Figure 1. Cutting time is dependent on the number of layers.
The most recent evolution in high-speed, multilayer cutting is a machine having a 7 × 2.5 m cutting table capable of realizing travel speeds up to 135 m/min with an acceleration of 1.5g. This cutting system is in production at UTT (Krumbach, Germany), currently producing up to 1000 airbags per hour cut out of 20 layers of silicone-coated fabric (PA66).
Today, laser cutting of airbags is a precise, high-volume operation, where improved production techniques are decreasing the price of airbags. Systems can now produce up to 1000 airbags per hour, a tenfold increase when compared to expected output five years ago.
Flattening/ironing device removes air between material layers.
There are many other applications for multilayer cutting today. In addition to airbag fabrics, it is also possible to cut other materials such as cotton-nylon fabric, woven aramide fibers, felt sheets, plastic/artificial leather parts, and filter cloth. The laser beam is the most flexible tool for all these cutting applications.
Ralf Möller (email@example.com) is with Schuler Held Laser Technik (Dietzenbach, Germany) and David Guastaferri (firstname.lastname@example.org) is with Schuler Inc., (Canton, MI).

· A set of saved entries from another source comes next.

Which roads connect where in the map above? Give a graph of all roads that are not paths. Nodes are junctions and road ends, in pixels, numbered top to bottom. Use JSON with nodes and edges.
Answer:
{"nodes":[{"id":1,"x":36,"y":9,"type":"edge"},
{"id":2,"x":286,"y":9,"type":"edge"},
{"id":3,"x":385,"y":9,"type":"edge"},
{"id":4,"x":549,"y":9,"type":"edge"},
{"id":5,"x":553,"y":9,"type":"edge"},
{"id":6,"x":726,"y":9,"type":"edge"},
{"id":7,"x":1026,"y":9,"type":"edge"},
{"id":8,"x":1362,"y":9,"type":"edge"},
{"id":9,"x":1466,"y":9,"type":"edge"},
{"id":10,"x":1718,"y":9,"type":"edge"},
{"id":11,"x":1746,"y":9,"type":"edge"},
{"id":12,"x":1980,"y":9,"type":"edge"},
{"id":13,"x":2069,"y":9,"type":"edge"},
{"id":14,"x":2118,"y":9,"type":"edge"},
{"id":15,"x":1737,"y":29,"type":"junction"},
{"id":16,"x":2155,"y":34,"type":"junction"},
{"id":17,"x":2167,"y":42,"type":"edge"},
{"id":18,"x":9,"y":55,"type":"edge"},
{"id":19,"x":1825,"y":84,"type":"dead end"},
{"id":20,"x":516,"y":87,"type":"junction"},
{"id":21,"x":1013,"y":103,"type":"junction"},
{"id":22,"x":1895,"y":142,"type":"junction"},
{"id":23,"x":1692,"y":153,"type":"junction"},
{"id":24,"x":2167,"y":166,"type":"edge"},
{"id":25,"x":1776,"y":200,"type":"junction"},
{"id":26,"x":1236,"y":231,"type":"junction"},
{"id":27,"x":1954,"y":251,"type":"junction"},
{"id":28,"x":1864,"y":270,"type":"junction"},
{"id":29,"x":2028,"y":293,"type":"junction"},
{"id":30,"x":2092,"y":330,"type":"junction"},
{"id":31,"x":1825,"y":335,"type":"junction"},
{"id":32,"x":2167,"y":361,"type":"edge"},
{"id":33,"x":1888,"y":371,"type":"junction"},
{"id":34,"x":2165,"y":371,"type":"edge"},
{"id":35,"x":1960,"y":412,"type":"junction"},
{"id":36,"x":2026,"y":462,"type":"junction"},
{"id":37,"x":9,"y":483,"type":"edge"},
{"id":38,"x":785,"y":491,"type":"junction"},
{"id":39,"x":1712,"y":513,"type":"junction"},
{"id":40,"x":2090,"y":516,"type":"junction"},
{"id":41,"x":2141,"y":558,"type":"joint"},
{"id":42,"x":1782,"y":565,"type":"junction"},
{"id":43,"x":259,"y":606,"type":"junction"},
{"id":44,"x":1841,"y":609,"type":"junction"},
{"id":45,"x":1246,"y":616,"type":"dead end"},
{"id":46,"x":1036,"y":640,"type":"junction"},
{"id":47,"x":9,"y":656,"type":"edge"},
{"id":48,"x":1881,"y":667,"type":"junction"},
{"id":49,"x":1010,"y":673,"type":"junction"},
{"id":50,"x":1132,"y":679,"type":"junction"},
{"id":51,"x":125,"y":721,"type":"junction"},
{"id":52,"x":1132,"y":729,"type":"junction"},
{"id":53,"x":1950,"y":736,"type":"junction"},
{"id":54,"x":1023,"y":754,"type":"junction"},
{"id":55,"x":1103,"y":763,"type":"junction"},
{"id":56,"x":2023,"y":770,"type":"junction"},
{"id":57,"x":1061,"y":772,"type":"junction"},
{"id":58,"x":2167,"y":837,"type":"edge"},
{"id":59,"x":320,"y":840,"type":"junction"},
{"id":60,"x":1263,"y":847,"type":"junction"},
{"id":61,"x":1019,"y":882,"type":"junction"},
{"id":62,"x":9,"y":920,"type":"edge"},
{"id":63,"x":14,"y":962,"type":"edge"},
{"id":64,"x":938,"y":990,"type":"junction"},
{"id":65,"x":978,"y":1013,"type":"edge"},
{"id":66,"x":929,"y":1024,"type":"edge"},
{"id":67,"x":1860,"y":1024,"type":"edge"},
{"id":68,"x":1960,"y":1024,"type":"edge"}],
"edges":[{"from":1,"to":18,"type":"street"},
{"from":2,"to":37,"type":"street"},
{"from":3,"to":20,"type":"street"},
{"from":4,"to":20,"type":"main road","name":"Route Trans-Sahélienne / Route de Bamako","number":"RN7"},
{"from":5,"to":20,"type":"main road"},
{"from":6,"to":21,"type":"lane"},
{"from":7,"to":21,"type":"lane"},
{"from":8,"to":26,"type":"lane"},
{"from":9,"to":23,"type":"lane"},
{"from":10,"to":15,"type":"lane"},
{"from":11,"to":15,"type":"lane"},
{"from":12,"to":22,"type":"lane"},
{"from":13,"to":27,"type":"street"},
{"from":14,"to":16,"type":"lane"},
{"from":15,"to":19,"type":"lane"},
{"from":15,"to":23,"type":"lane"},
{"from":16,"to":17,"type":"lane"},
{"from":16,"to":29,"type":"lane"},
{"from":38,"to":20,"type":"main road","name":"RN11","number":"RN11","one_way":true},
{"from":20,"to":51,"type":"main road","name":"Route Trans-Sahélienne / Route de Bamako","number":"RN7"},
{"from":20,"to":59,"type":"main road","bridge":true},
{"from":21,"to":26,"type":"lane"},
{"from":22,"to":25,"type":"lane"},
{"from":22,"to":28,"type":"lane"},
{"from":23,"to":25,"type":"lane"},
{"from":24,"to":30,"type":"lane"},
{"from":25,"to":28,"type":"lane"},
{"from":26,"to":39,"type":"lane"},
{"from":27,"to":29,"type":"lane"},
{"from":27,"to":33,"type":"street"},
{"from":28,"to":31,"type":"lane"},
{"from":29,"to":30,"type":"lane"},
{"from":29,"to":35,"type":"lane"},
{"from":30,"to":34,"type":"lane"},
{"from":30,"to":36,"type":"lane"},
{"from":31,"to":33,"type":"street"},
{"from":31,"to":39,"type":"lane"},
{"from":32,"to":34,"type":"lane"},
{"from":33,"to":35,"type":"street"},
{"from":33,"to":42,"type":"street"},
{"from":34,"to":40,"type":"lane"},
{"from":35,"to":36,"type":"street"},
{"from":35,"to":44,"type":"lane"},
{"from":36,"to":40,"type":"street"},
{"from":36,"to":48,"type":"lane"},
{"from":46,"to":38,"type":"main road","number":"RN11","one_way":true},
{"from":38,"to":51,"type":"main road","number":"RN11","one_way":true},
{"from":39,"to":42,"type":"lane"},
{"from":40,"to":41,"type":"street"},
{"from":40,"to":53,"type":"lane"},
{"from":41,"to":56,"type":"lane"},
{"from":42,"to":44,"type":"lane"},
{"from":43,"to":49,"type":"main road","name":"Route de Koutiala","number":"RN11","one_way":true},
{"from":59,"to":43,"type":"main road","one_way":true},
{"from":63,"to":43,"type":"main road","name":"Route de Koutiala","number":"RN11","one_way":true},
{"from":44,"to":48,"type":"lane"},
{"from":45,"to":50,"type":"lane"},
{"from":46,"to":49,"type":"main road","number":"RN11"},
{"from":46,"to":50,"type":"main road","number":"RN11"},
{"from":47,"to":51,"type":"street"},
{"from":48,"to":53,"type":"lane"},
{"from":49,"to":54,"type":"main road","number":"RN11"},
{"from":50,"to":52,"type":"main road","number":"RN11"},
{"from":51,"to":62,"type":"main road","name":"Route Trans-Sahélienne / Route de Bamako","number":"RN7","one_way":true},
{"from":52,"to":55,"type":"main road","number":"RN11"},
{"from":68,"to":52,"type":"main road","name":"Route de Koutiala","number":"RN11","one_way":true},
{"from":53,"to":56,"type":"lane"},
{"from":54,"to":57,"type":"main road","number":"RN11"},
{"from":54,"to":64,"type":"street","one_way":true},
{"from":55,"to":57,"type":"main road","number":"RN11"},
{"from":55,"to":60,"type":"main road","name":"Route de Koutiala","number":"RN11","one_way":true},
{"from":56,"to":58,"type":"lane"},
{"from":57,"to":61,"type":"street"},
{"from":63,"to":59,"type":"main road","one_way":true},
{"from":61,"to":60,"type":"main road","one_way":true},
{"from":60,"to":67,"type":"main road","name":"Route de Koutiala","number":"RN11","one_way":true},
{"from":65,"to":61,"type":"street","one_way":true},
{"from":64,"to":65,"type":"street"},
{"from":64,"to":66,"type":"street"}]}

The most common methods currently in use for cutting airbag material include the following:
- A continuous flow of material, from 1–6 layers deep, is fed into a cutting machine where it is cut to shape. The fabric and the airbag itself, respectively, are cut without prior cutting the different sheets to length. Simultaneously, the material is fed through the machine. The advantage of this process is the minimum quantity of waste. The disadvantage is the low output of such a machine configuration.
- In another processing method, airbag fabric is unwound from the coil onto the cutting table for multilayer cutting of up to 25 layers. Prior to cutting to shape, lengthwise cuts of individual stacks is done with a mechanical knife. The pile of approximately 25 layers is fed into the laser cutting machine where each individual stack is cut, using high laser power. The advantage is very high productivity and output. The disadvantage can be higher waste depending, on the nesting of the airbags on the fabric in connection with a 90° mechanical knife cut. This, however, can be minimized by means of contour cutting devices using low laser power. Due to this contour cutting device it is possible to cut each layer of fabric so that only a minimum of waste is produced.